层析柱的制备:190℃下活化层析用氧化铝,采用湿法装柱 (先向柱中加入一定量的石油醚,再把氧化铝用洗脱液浸泡加入,完成后用洗脱液走两遍平衡柱子)。称取 5 g芝麻油用石油醚溶解后上样。接下来先用 100 mL石油醚洗脱,再用 150 mL乙酸乙酯洗脱,收集乙酸乙酯洗脱组分。

乙酸乙酯洗脱组分减压蒸干溶剂后加人丙酮溶解,定容至 25 mL,作为 HPLC检测样品,进行含量测定,进样量 10μL。

1.4.3 薄层层析法

称取 0.1 g的芝麻油样品用丙酮溶解,上样。然后将层析板放入层析缸中展开,展开剂为石油醚 ∶乙酸乙酯 =20∶1。展开结束后,挥干溶剂,在 254 nm下画出木脂素类条带并刮下,用 30 mL乙酸乙酯浸提,超声辅助,过滤,洗涤。将滤液减压蒸干后加人丙酮溶解,定容至 25 mL,作为 HPLC检测样品,进行含量测定。

2 结果与讨论

2.1 检测波长的确定

1.3 中配制的芝麻素、芝麻林素、芝麻酚和芝麻素酚的标准溶液分别进样 5μL,以甲醇 ∶水 =70∶30为流动相,在 230～380 nm内进行光谱扫描,以确定各化合物的最大吸收波长,从而确定合适的检测波长。光谱扫描结果显示芝麻素、芝麻林素、芝麻酚和芝麻素酚在试验条件下的最大波长分别为 286、288、294和 292 nm。
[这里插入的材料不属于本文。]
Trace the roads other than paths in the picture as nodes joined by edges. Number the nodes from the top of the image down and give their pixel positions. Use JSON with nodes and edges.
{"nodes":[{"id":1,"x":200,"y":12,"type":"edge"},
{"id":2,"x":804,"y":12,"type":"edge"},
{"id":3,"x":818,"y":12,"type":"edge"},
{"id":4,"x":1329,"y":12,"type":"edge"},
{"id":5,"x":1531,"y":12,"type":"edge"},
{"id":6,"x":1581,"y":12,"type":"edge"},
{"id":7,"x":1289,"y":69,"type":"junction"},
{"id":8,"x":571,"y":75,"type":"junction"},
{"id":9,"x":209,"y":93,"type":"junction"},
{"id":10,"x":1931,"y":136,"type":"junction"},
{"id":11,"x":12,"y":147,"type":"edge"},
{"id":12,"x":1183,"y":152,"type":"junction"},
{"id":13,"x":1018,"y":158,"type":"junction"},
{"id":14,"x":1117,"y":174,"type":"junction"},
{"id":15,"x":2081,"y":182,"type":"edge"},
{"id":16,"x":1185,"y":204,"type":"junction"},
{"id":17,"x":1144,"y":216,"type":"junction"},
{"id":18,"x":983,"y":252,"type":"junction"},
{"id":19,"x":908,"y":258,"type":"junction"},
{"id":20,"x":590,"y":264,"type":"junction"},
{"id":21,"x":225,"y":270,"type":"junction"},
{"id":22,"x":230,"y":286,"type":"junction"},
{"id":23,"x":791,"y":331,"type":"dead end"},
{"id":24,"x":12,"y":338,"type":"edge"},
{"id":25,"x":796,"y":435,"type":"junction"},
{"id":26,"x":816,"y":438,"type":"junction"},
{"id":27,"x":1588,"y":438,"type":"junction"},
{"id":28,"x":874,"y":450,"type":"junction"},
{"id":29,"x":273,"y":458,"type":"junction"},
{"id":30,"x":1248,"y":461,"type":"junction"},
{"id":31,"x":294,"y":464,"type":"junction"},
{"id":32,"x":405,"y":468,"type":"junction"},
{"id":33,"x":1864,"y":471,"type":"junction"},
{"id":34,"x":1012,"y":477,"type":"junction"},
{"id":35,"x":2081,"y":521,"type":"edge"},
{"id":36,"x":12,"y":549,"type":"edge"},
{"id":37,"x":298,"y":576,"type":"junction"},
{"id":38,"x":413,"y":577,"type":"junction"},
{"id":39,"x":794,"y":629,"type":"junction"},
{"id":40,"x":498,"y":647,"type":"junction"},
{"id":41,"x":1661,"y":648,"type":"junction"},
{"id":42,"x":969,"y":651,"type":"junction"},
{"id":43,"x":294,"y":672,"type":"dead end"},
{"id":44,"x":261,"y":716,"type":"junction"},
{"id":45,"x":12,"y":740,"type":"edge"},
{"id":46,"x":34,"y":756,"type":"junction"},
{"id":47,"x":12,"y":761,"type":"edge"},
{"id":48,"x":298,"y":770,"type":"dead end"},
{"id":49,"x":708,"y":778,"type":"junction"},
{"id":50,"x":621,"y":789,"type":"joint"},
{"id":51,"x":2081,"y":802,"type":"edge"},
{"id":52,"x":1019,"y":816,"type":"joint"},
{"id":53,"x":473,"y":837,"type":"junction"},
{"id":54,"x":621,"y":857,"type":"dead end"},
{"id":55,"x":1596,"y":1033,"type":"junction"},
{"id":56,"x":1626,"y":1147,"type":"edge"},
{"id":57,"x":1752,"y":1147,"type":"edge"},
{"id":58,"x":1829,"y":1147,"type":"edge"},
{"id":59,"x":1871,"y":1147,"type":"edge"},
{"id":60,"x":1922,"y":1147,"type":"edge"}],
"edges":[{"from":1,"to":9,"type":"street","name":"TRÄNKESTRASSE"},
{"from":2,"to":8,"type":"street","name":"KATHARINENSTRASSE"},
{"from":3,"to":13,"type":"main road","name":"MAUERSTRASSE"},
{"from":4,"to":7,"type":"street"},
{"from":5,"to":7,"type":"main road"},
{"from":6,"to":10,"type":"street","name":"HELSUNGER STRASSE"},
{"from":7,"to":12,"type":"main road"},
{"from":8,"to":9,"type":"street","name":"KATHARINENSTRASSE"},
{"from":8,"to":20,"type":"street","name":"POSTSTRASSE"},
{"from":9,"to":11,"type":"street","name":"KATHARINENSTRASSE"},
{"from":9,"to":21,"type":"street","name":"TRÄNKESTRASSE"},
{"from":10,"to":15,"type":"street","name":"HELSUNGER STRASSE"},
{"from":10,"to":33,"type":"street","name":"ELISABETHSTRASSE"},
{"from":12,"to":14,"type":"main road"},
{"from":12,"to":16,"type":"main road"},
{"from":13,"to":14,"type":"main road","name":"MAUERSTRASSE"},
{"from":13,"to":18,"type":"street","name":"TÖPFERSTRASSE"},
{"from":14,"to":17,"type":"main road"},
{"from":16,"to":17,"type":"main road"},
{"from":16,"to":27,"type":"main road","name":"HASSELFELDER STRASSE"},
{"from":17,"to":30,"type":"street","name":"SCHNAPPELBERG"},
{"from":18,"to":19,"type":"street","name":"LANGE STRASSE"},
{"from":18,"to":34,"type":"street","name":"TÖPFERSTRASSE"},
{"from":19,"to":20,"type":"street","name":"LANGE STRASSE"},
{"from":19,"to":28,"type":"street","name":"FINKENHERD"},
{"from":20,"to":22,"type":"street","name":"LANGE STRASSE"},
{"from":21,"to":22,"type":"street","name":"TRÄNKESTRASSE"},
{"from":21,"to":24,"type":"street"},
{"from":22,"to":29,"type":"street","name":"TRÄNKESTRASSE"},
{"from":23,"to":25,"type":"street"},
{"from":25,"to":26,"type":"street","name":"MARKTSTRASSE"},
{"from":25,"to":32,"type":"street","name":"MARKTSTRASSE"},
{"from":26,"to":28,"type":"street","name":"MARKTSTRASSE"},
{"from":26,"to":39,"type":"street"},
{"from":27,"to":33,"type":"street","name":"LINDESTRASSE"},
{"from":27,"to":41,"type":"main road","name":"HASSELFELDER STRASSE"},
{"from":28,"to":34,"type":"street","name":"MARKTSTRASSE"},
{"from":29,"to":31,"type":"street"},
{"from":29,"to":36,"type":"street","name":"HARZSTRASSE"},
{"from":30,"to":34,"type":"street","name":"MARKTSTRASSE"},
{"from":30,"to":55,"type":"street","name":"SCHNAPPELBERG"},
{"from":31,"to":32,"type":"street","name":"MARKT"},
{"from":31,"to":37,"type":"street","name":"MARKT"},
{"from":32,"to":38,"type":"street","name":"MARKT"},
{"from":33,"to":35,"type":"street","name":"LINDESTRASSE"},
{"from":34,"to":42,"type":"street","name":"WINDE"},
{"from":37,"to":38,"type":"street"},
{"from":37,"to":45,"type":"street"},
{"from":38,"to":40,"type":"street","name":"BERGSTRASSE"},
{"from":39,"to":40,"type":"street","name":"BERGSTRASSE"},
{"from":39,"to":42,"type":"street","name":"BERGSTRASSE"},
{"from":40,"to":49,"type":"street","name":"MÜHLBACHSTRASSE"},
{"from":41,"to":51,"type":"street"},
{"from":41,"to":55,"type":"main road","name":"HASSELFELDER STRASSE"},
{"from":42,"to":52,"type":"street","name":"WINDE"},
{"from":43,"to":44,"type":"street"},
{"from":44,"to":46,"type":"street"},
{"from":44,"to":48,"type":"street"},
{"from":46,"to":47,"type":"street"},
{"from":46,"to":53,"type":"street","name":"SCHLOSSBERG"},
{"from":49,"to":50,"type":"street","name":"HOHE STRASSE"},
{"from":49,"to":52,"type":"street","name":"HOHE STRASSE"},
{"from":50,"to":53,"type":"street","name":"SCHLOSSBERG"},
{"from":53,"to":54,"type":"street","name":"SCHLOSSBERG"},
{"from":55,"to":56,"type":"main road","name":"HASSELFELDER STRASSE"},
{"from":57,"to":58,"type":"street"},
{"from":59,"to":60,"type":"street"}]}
综合考虑最终选择了 287 nm作为芝麻素和芝麻林素的检测波长,293 nm作为芝麻酚和芝麻素酚的检测波长。

2.2 色谱条件选择

由于芝麻酚和芝麻素酚含有酚羟基,其极性相对较强,而芝麻素和芝麻林素不含酚羟基,极性相对较弱,用 C18反相色谱柱分离时芝麻酚和芝麻素酚的保留时间较短,芝麻素和芝麻林素的保留时间相对较长,若要使 4种物质能够有效分离且保留时间相对较短,需要采用梯度洗脱的方法。HPLC法分离木脂素类化合物一般用甲醇和水作为洗脱剂,为找出最佳的色谱条件,将水的比例在 60%～20%范围内调整,最终确定了表 1所示的洗脱梯度。结合检测波长,确定了 1.2中的色谱条件。以确定的色谱条件对芝麻素、芝麻林素、芝麻酚及芝麻素酚的标准溶液和小磨香油经 1.4.3方法处理后样品进行 HPLC测定,其色谱图如图 1所示,结果显示该色谱条件对目标化合物的分离效果良好,尤其是芝麻素酚的两种异构体也得到分离。

图 1 标样及典型样品的 HPLC测定色谱图

2.3 精密度测定

取一样品溶液连续进样 5次,每次 10μL,计算各物质峰面积的 RSD,所得 RSD结果为芝麻酚0.49%、芝麻素酚 0.36%、芝麻素 0.11%和芝麻林素0.37%。各成分 RSD均小于 1%,精密度良好。

2.4 样品的稳定性测定

取一个样品溶液每 2 h测定一次,计算各物质峰面积随放置时间延长的变化情况,结果在 10 h内,各物质峰面积的 RSD值分别为:芝麻酚 0.68%、芝麻素酚 0.54%、芝麻素 0.41%、芝麻林素 0.51%,结果表明样品溶液中芝麻酚、芝麻素酚、芝麻素和芝麻林素在 10 h内保持稳定。

2.5 标准曲线的建立

将 1.3中配制的标准品溶液分别以 0.2、0.3、0.5、0.8、1、1.5、2.5、3、3.5、4、5、6、7、8、9、10、11、12、13、15μL的进样量进样,以 1.2的色谱条件测定,以峰面积 (mAU ×min)为横坐标,含量 (μg)为纵坐标,建立标准曲线,拟合回归方程。各物质的回归方程及检测限见表 2。

表 2 四种物质 HPLC测定的拟合回归方程

2.6 3种预处理方法比较

取已知木脂素含量的芝麻油样品溶液,分 3份,每份分为 3个样,共 9个样,分别向每份样品溶液中加入芝麻酚、芝麻素酚、芝麻素和芝麻林素标准品,分别采用 1.4中所述的 3种方法处理,并用 HPLC测定其含量,按回收率 =(实测值 -样品所含被测组分)/加入的样品量 ×100%计算各物质的加样回收率。加样回收率及 RSD%结果见表 3。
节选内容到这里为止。